Question:
After my weekly yoga class I always have sore hamstrings, yet I can do a pump class and feel no pain afterwards. Is overstretching causing this pain?
Answer:
A new student to yoga will often feel pain after a class that is intense in stretching and range of movement. In the same way you rip muscles during weight-lifting, stretching deeply with the muscle under load will cause tiny tears in the muscle. This is very normal for growth, as the torn muscle then swells and irritates the nerve ending causing the feeling of pain.
A lot of actions in yoga classes are eccentric movements, meaning lengthening the muscle under load rather than contracting it. This is not the way most gym training focuses and may be very new to your training regime. If you are new to it, then your body will not be conditioned for this type of movement and you'll likely experience the cycle of muscle tears, swelling and pain initially.

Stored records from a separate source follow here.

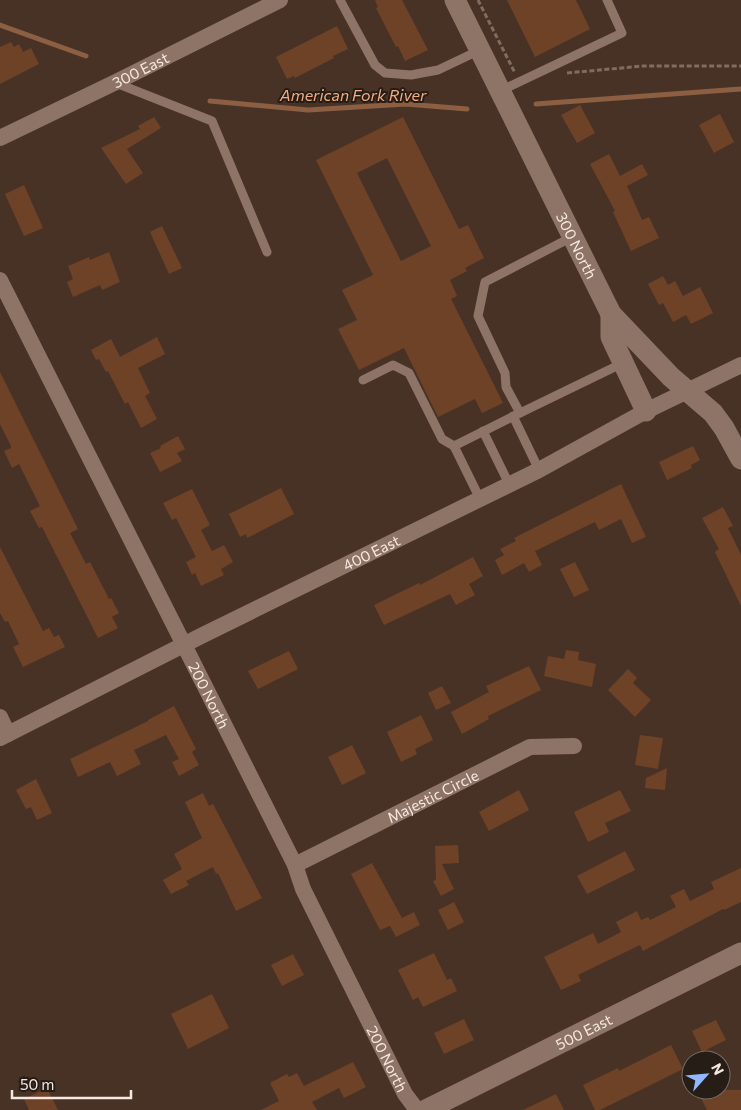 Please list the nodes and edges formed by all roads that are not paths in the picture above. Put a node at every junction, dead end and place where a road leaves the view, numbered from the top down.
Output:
1 (280, 0) edge
2 (340, 0) edge
3 (454, 0) edge
4 (606, 0) edge
5 (480, 50) junction
6 (116, 82) junction
7 (500, 91) junction
8 (0, 138) edge
9 (572, 237) junction
10 (267, 252) dead end
11 (0, 280) edge
12 (611, 314) junction
13 (623, 363) junction
14 (741, 365) edge
15 (363, 380) dead end
16 (687, 391) junction
17 (646, 411) junction
18 (516, 415) junction
19 (483, 431) junction
20 (454, 446) junction
21 (741, 459) edge
22 (539, 470) junction
23 (509, 484) junction
24 (480, 499) junction
25 (184, 644) junction
26 (0, 717) edge
27 (4, 736) edge
28 (574, 746) dead end
29 (295, 865) junction
30 (741, 952) edge
31 (417, 1110) edge
32 (426, 1110) edge

1 - 6 street, 300 East
2 - 5 lane
3 - 5 street, 300 North
4 - 7 lane
5 - 7 street, 300 North
6 - 8 street, 300 East
6 - 10 lane
7 - 9 street, 300 North
9 - 12 street, 300 North
9 - 18 lane
11 - 25 street, 200 North
12 - 13 street
12 - 16 street, 300 North
13 - 17 street
13 - 18 lane
14 - 16 street, 400 East
15 - 20 lane
16 - 17 street, 400 East
16 - 21 street, 300 North
17 - 22 street, 400 East
18 - 19 lane
18 - 22 lane
19 - 20 lane
19 - 23 lane
20 - 24 lane
22 - 23 street, 400 East
23 - 24 street, 400 East
24 - 25 street, 400 East
25 - 27 street, 400 East
25 - 29 street, 200 North
26 - 27 street
28 - 29 street, Majestic Circle
29 - 31 street, 200 North
30 - 32 street, 500 East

When practising any type of yoga it is important to listen to your body before and after the practice, and design the intensity of your practice around what your body is telling you. If you practise hard one day and end up with pain for a week then it is obvious that you pushed yourself too much during that session and need to back off and let your body build up the conditioning to handle that level of intensity.

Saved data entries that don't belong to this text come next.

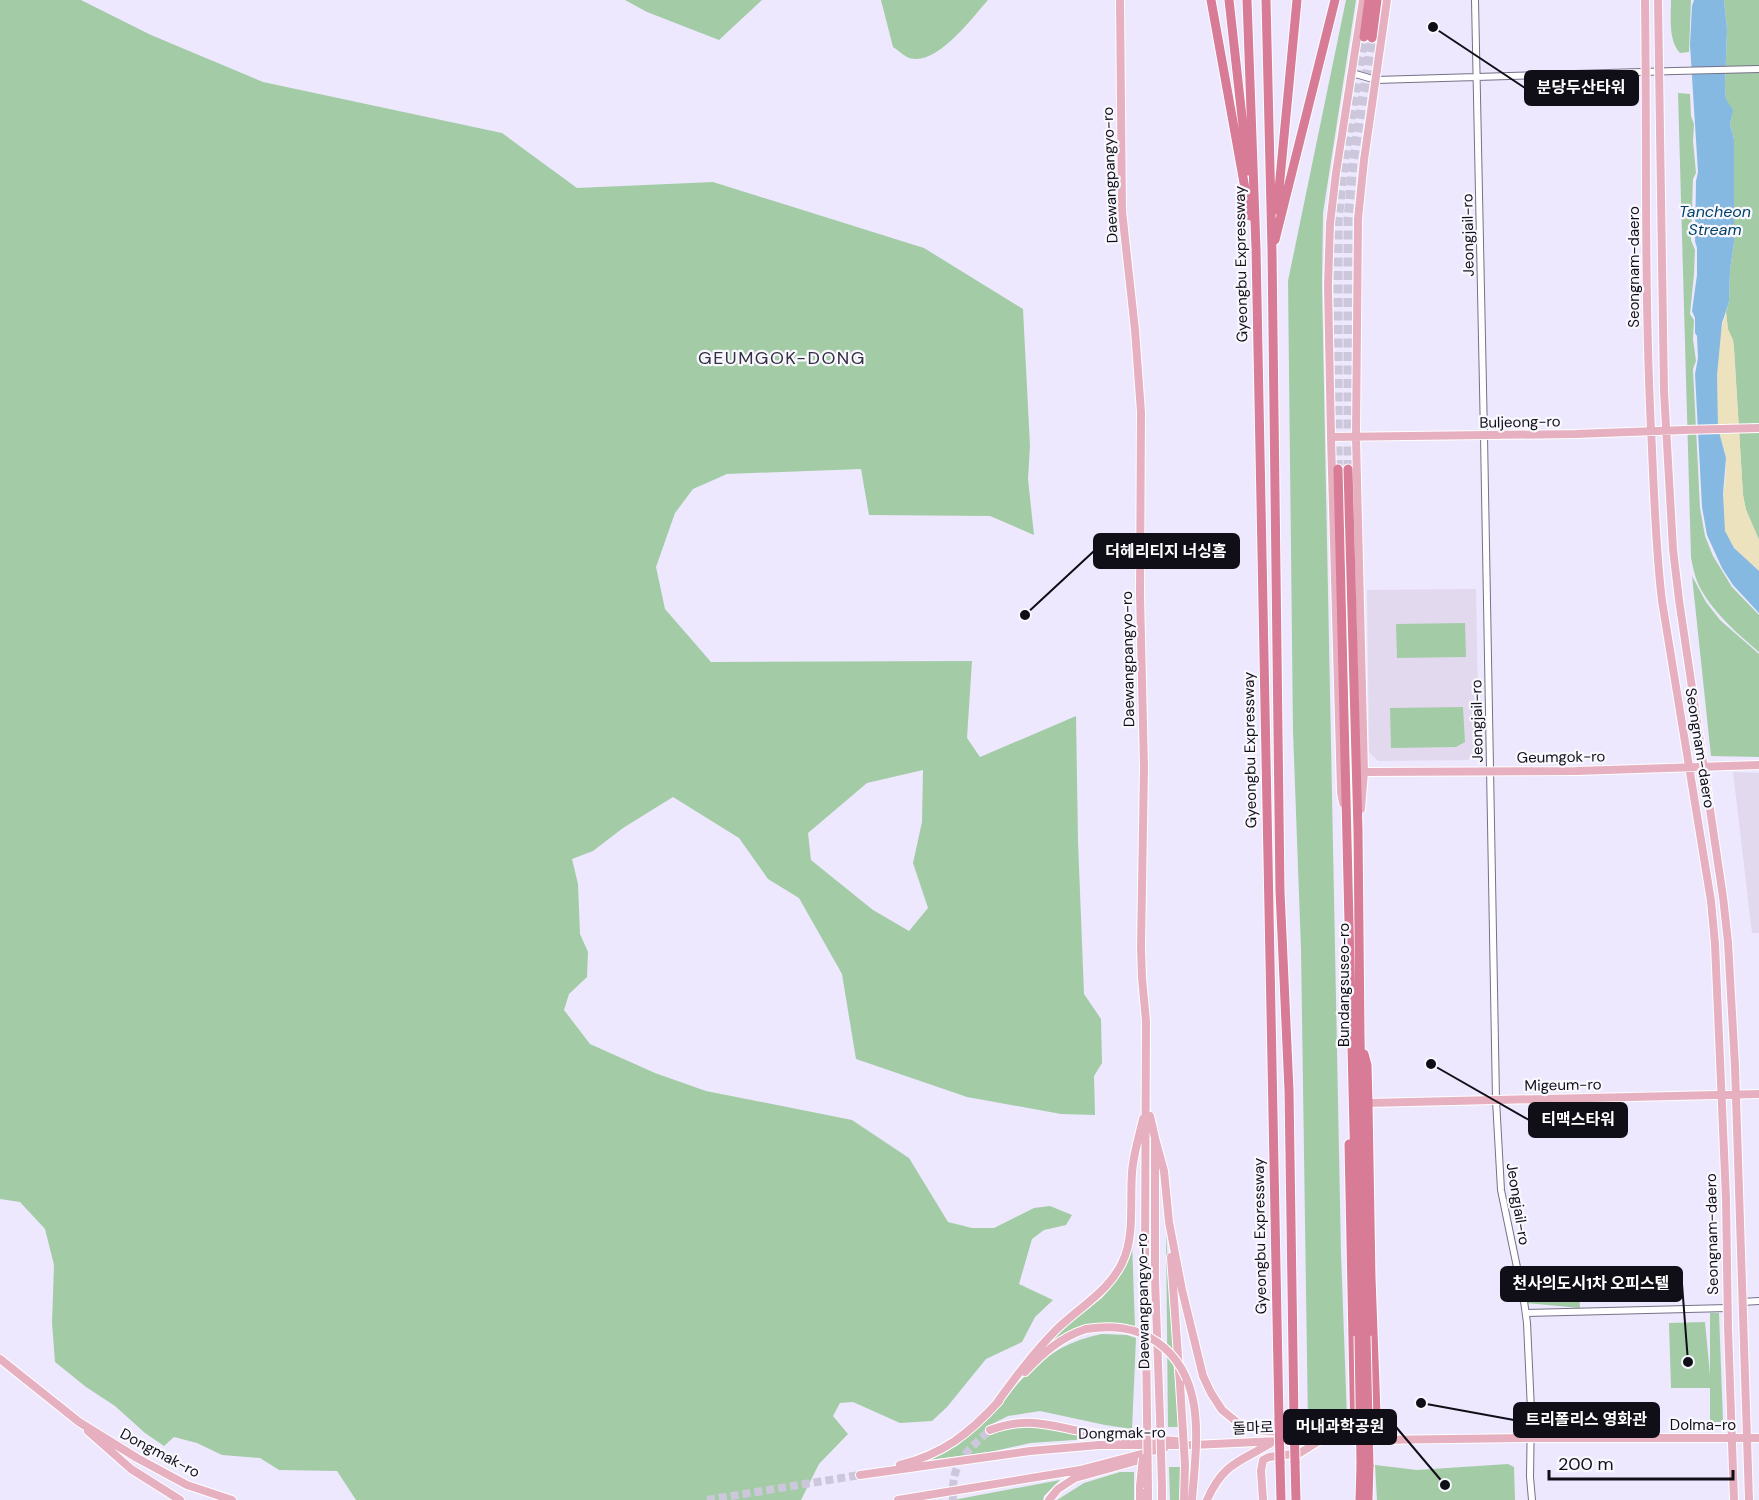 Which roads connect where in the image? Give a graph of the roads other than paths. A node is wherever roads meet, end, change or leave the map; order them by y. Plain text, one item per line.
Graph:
1 (1120, 0) edge
2 (1211, 0) edge
3 (1229, 0) edge
4 (1247, 0) edge
5 (1266, 0) edge
6 (1297, 0) edge
7 (1335, 0) edge
8 (1362, 0) edge
9 (1369, 0) edge
10 (1377, 0) edge
11 (1387, 0) edge
12 (1475, 0) edge
13 (1645, 0) edge
14 (1658, 0) edge
15 (1759, 69) edge
16 (1646, 72) junction
17 (1660, 72) junction
18 (1352, 73) junction
19 (1476, 77) junction
20 (1376, 80) junction
21 (1256, 248) junction
22 (1272, 251) junction
23 (1759, 428) edge
24 (1666, 430) junction
25 (1651, 431) junction
26 (1356, 436) junction
27 (1484, 436) junction
28 (1331, 437) junction
29 (1759, 765) edge
30 (1689, 767) junction
31 (1704, 767) junction
32 (1490, 771) junction
33 (1364, 772) junction
34 (1348, 825) junction
35 (1358, 830) junction
36 (1356, 1034) junction
37 (1759, 1094) edge
38 (1721, 1095) junction
39 (1736, 1095) junction
40 (1496, 1100) junction
41 (1368, 1102) junction
42 (1147, 1103) junction
43 (1155, 1138) junction
44 (1169, 1222) junction
45 (1759, 1301) edge
46 (1742, 1302) junction
47 (1728, 1308) junction
48 (1526, 1313) junction
49 (0, 1359) edge
50 (996, 1404) junction
51 (79, 1422) junction
52 (990, 1430) tunnel mouth
53 (1531, 1438) junction
54 (1759, 1438) edge
55 (1323, 1439) junction
56 (1732, 1439) junction
57 (1748, 1439) junction
58 (1354, 1440) junction
59 (1377, 1440) junction
60 (1273, 1441) junction
61 (1219, 1443) junction
62 (1175, 1445) junction
63 (1193, 1445) junction
64 (1365, 1465) junction
65 (1144, 1488) junction
66 (180, 1500) edge
67 (232, 1500) edge
68 (898, 1500) edge
69 (1049, 1500) edge
70 (1140, 1500) edge
71 (1148, 1500) edge
72 (1162, 1500) edge
73 (1184, 1500) edge
74 (1192, 1500) edge
75 (1207, 1500) edge
76 (1263, 1500) edge
77 (1281, 1500) edge
78 (1296, 1500) edge
79 (1360, 1500) edge
80 (1368, 1500) edge
81 (1532, 1500) edge
82 (1734, 1500) edge
83 (1749, 1500) edge

1 - 42 main road, Daewangpangyo-ro
2 - 21 highway
3 - 21 highway
4 - 21 highway, Gyeongbu Expressway
5 - 22 highway, Gyeongbu Expressway
6 - 22 highway
7 - 22 highway
8 - 18 main road
9 - 10 highway
11 - 20 main road
12 - 19 street, Jeongjail-ro
13 - 16 main road, Seongnam-daero
14 - 17 main road, Seongnam-daero
15 - 17 street, bridge
16 - 17 street
16 - 19 street
16 - 25 main road, Seongnam-daero
17 - 24 main road, Seongnam-daero
18 - 20 street
18 - 28 main road
19 - 20 street
19 - 27 street, Jeongjail-ro
20 - 26 main road
21 - 77 highway, Gyeongbu Expressway, bridge
22 - 78 highway, Gyeongbu Expressway, bridge
23 - 24 main road, Buljeong-ro, bridge
24 - 25 main road, Buljeong-ro
24 - 31 main road, Seongnam-daero
25 - 27 main road, Buljeong-ro
25 - 30 main road, Seongnam-daero
26 - 27 main road, Buljeong-ro
26 - 28 main road, Buljeong-ro
26 - 33 main road
27 - 32 street, Jeongjail-ro
28 - 34 main road
29 - 31 main road, Geumgok-ro
30 - 31 main road, Geumgok-ro
30 - 32 main road, Geumgok-ro
30 - 38 main road, Seongnam-daero
31 - 39 main road, Seongnam-daero
32 - 33 main road, Geumgok-ro
32 - 40 street, Jeongjail-ro
33 - 35 main road
34 - 35 highway, Bundangsuseo-ro
34 - 36 highway, Bundangsuseo-ro
35 - 36 highway, Bundangsuseo-ro
36 - 41 highway
36 - 58 highway
36 - 64 highway, Bundangsuseo-ro, bridge
37 - 39 main road, Migeum-ro
38 - 39 main road, Migeum-ro
38 - 40 main road, Migeum-ro
38 - 47 main road, Seongnam-daero
39 - 46 main road, Seongnam-daero
40 - 41 main road, Migeum-ro
40 - 48 street, Jeongjail-ro
41 - 59 highway
42 - 43 main road, Daewangpangyo-ro
42 - 50 main road
42 - 65 main road, Daewangpangyo-ro, bridge
43 - 44 main road
43 - 72 main road, Daewangpangyo-ro, bridge
44 - 55 main road
44 - 73 main road, bridge
45 - 46 street
46 - 57 main road, Seongnam-daero
47 - 48 street
47 - 56 main road, Seongnam-daero
48 - 53 street, Jeongjail-ro
49 - 51 main road, Dongmak-ro
50 - 62 main road, Dongmak-ro
50 - 74 main road, bridge
51 - 66 main road, Dongmak-ro
51 - 67 main road, Dongmak-ro
52 - 61 main road
53 - 56 main road, Dolma-ro
53 - 59 main road, Dolma-ro
53 - 81 street, Jeongjail-ro
54 - 57 main road, Dolma-ro
55 - 58 main road, Dolma-ro
55 - 60 main road, 돌마로
55 - 76 main road
56 - 57 main road, Dolma-ro
56 - 82 main road, Seongnam-daero
57 - 83 main road, Seongnam-daero
58 - 59 main road, Dolma-ro
60 - 61 main road, 돌마로
60 - 75 main road
61 - 63 main road
62 - 63 main road
62 - 68 main road, Dongmak-ro
63 - 69 main road
64 - 79 highway, Bundangsuseo-ro
64 - 80 highway, Bundangsuseo-ro
65 - 70 main road
65 - 71 main road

This brings a whole other world into our training where we start to look at our inner practice and motivation for training hard and pushing ourselves to the limit. Are we being driven by the ego's goals at the expense of the body? This is a great question for any new practitioner to consider. Yoga, in its many forms, aims to quieten the fluctuations of the mind to bring about peace and ultimately transcend our little selves and connect with a power far greater.
The practice of asana (postures) is really a vehicle to do this and the by-product will be a healthy, strong and flexible body, but the process is to quieten the mind and rid us of its constant chatter. Sounds deep, right? It is, but yoga will transform your life in positive ways, every day you practise. Listening to your body is the first step towards enlightened living. Namaste.